▶ [Work task]: Each entry is to be retyped without alteration, and no picture is to be included.
[Opening Source data section]
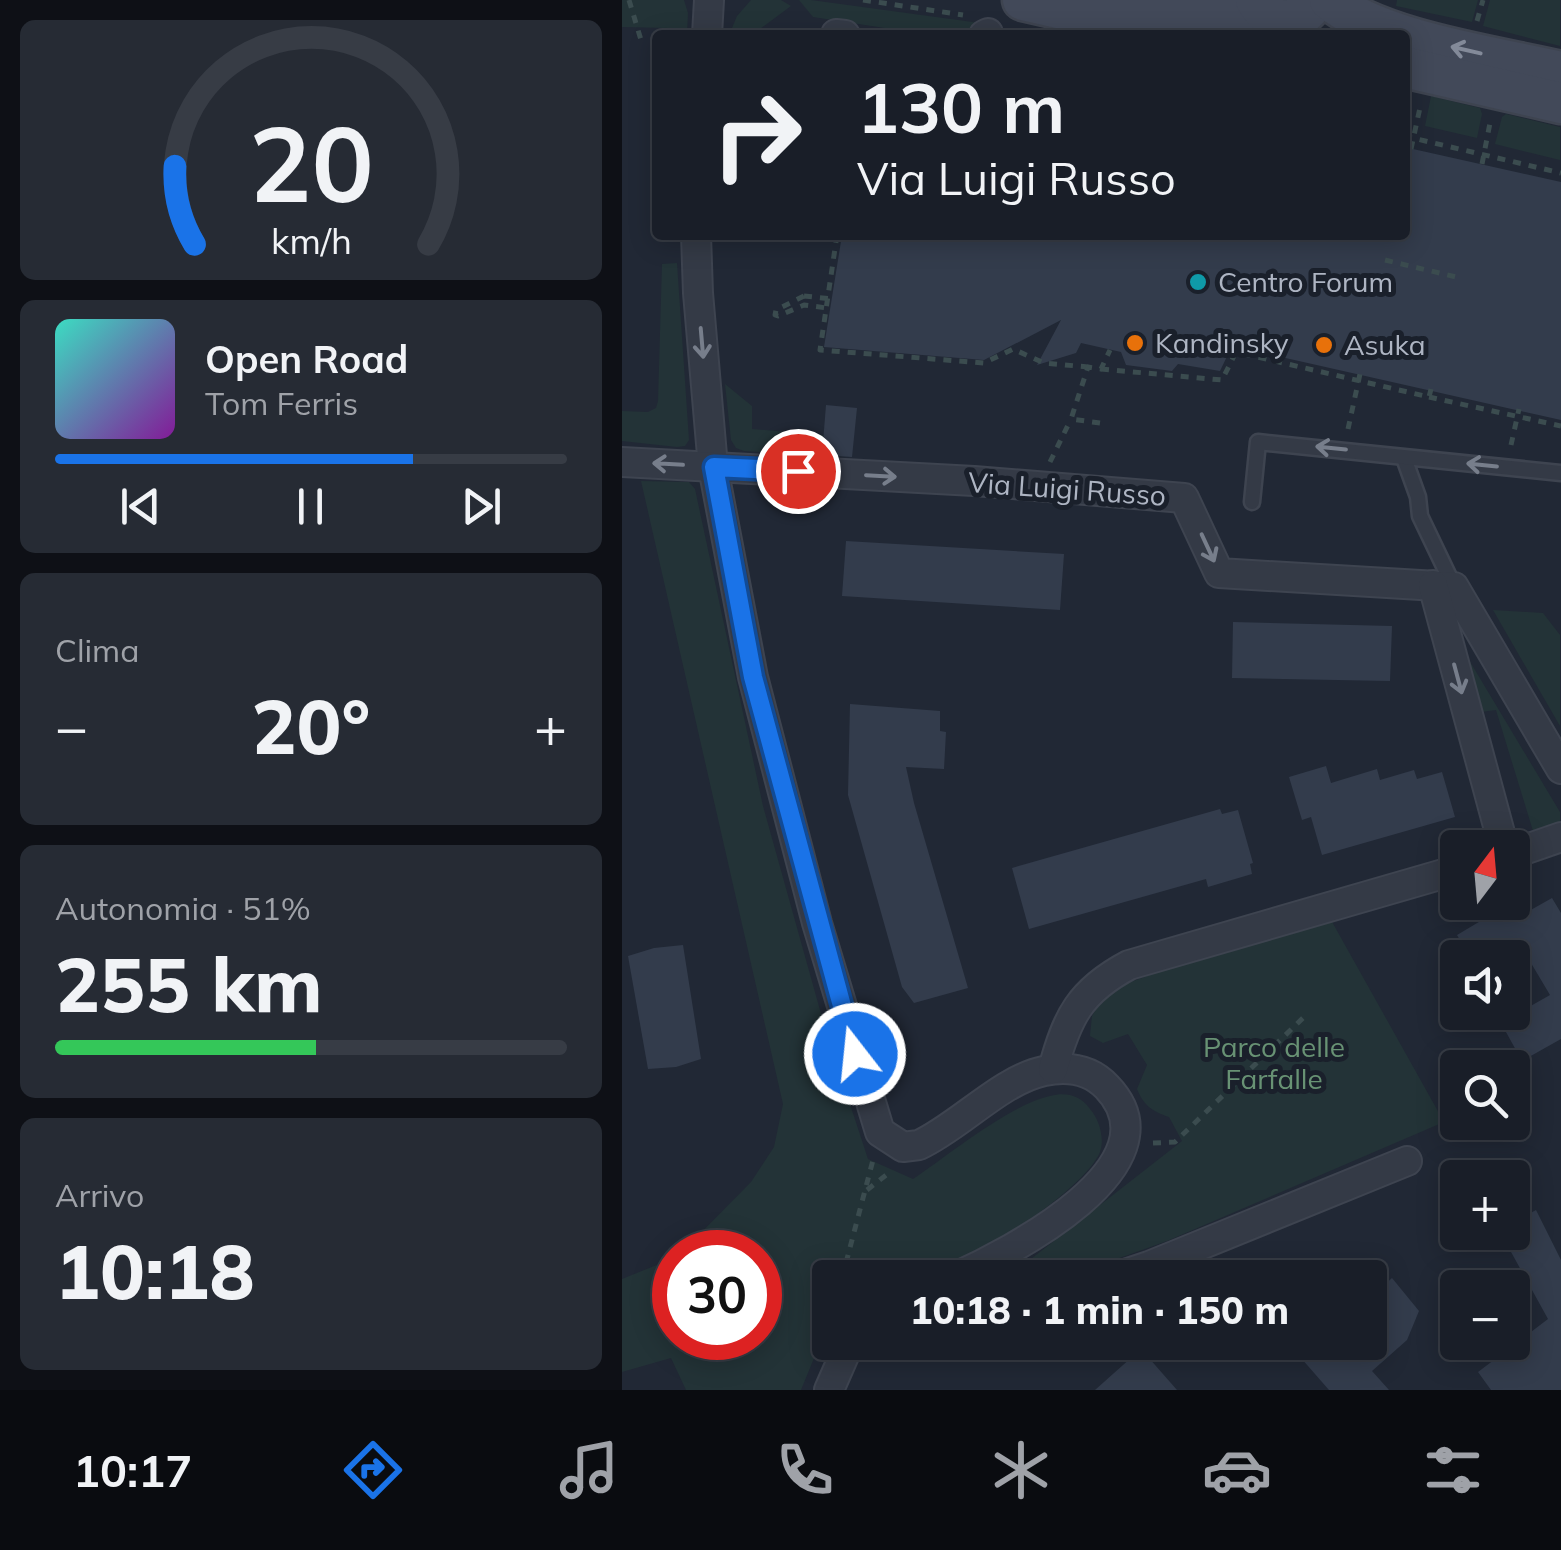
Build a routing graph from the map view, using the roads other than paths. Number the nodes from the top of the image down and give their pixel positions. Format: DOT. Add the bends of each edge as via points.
graph roads {
  1 [pos="710,0"];
  2 [pos="1024,0"];
  3 [pos="1330,0"];
  4 [pos="1287,13"];
  5 [pos="707,30"];
  6 [pos="1395,30"];
  7 [pos="1410,35"];
  8 [pos="1560,72"];
  9 [pos="1414,79"];
  10 [pos="1560,104"];
  11 [pos="696,240"];
  12 [pos="1404,458"];
  13 [pos="622,462"];
  14 [pos="714,467"];
  15 [pos="1560,472"];
  16 [pos="1252,502"];
  17 [pos="1444,586"];
  18 [pos="1560,769"];
  19 [pos="1500,830"];
  20 [pos="1560,837"];
  21 [pos="1530,848"];
  22 [pos="1440,875"];
  23 [pos="1053,1069"];
  24 [pos="1407,1161"];
  25 [pos="992,1260"];
  26 [pos="1164,1260"];
  27 [pos="842,1360"];
  28 [pos="829,1390"];
  1 -- 5 [label="street"];
  2 -- 4 [label="main road" via="1137,19 1216,9"];
  6 -- 3 [label="main road, one-way"];
  8 -- 7 [label="main road, one-way"];
  9 -- 10 [label="main road"];
  11 -- 14 [label="street, one-way"];
  15 -- 12 [label="lane, one-way"];
  12 -- 16 [label="lane, one-way" via="1258,442"];
  12 -- 17 [label="lane"];
  14 -- 13 [label="street, one-way"];
  14 -- 17 [label="street, Via Luigi Russo, one-way" via="1184,498 1220,573"];
  14 -- 23 [label="street" via="753,677 880,1132 904,1147 919,1145 1027,1076"];
  17 -- 18 [label="street"];
  17 -- 19 [label="street, one-way"];
  20 -- 21 [label="street"];
  22 -- 23 [label="street" via="1129,966 1100,982 1076,1008"];
  23 -- 25 [label="street" via="1077,1069 1106,1086 1124,1118 1125,1144 1101,1184"];
  24 -- 26 [label="street"];
  27 -- 28 [label="street"];
}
[Closing Source data section]
▶ [Answer to this task]:
Build a routing graph from the map view, using the roads other than paths. Number the nodes from the top of the image down and give their pixel positions. Format: DOT. Add the bends of each edge as via points.
graph roads {
  1 [pos="710,0"];
  2 [pos="1024,0"];
  3 [pos="1330,0"];
  4 [pos="1287,13"];
  5 [pos="707,30"];
  6 [pos="1395,30"];
  7 [pos="1410,35"];
  8 [pos="1560,72"];
  9 [pos="1414,79"];
  10 [pos="1560,104"];
  11 [pos="696,240"];
  12 [pos="1404,458"];
  13 [pos="622,462"];
  14 [pos="714,467"];
  15 [pos="1560,472"];
  16 [pos="1252,502"];
  17 [pos="1444,586"];
  18 [pos="1560,769"];
  19 [pos="1500,830"];
  20 [pos="1560,837"];
  21 [pos="1530,848"];
  22 [pos="1440,875"];
  23 [pos="1053,1069"];
  24 [pos="1407,1161"];
  25 [pos="992,1260"];
  26 [pos="1164,1260"];
  27 [pos="842,1360"];
  28 [pos="829,1390"];
  1 -- 5 [label="street"];
  2 -- 4 [label="main road" via="1137,19 1216,9"];
  6 -- 3 [label="main road, one-way"];
  8 -- 7 [label="main road, one-way"];
  9 -- 10 [label="main road"];
  11 -- 14 [label="street, one-way"];
  15 -- 12 [label="lane, one-way"];
  12 -- 16 [label="lane, one-way" via="1258,442"];
  12 -- 17 [label="lane"];
  14 -- 13 [label="street, one-way"];
  14 -- 17 [label="street, Via Luigi Russo, one-way" via="1184,498 1220,573"];
  14 -- 23 [label="street" via="753,677 880,1132 904,1147 919,1145 1027,1076"];
  17 -- 18 [label="street"];
  17 -- 19 [label="street, one-way"];
  20 -- 21 [label="street"];
  22 -- 23 [label="street" via="1129,966 1100,982 1076,1008"];
  23 -- 25 [label="street" via="1077,1069 1106,1086 1124,1118 1125,1144 1101,1184"];
  24 -- 26 [label="street"];
  27 -- 28 [label="street"];
}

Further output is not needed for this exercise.